ABSTRACT Obesity is driven by a chronic imbalance between energy intake and energy expenditure (EE), and reduced EE has been implicated in its development. We previously demonstrated that deficiency of Gpr120 / Ffar4 , a lipid sensor, led to decreased EE. Since skeletal muscle is a major contributor to EE, we investigated whether Gpr120 is involved in skeletal muscle energy metabolism. We generated gene expression profiles of skeletal muscle in WT mice and Gpr120 ‐deficient (KO) mice under a normal diet (ND) and a high fat diet (HFD) using microarray analysis and found that Gpr120 was associated with mitochondrial gene expression in response to HFD. We also discovered that the enrichment patterns of Gene Ontology (GO) terms in skeletal muscle of Gpr120 ‐deficient mice were common to those of genetically modified mouse models associated with Ampk, Pgc1α , and Errγ , suggesting that these signaling factors may be involved in Gpr120‐mediated signaling.

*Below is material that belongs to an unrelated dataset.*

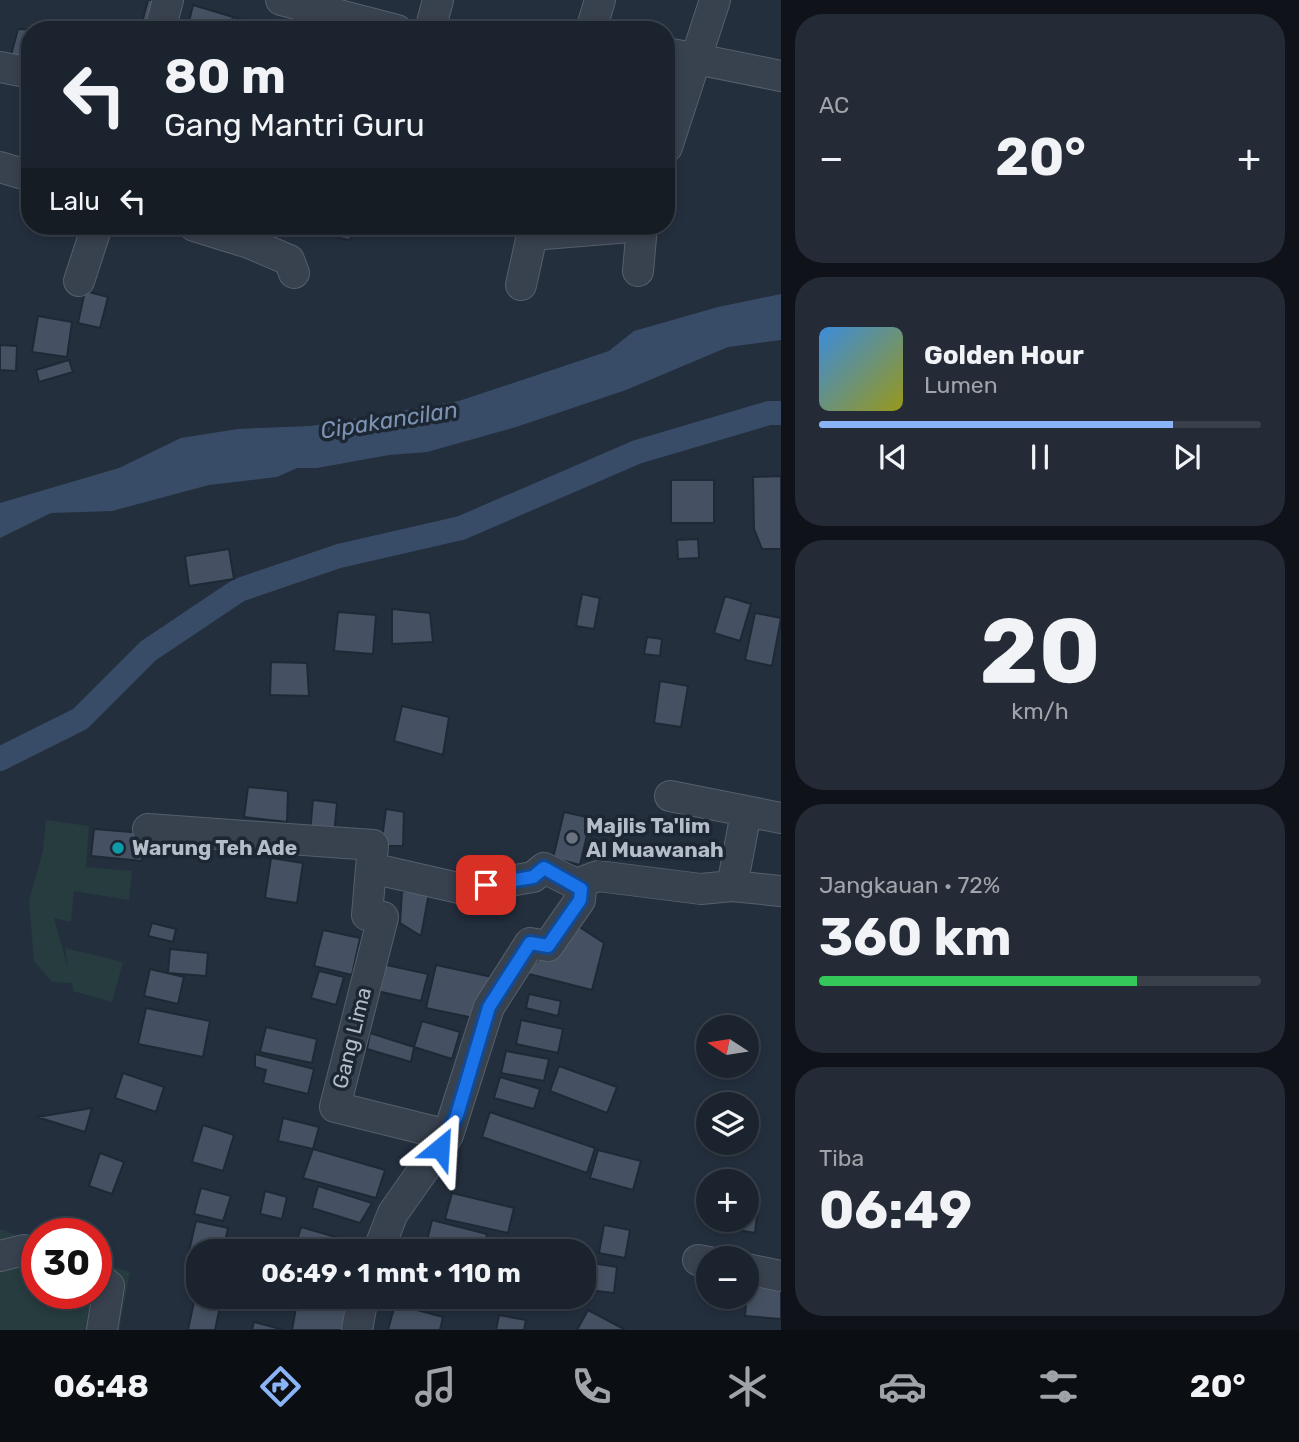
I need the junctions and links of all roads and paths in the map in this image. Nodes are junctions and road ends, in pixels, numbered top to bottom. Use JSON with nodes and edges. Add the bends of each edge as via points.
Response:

Moreover, analyses including ChIP‐seq of Err γ , morphological evaluation of mitochondria by electron microscopy, and measurements of mtDNA content and muscle strength demonstrated that Gpr120 was involved in regulating mitochondrial structure, gene expression, and skeletal muscle function. Together, our findings suggest that Gpr120 regulates mitochondrial homeostasis and function in skeletal muscle, possibly through signaling from distant organs.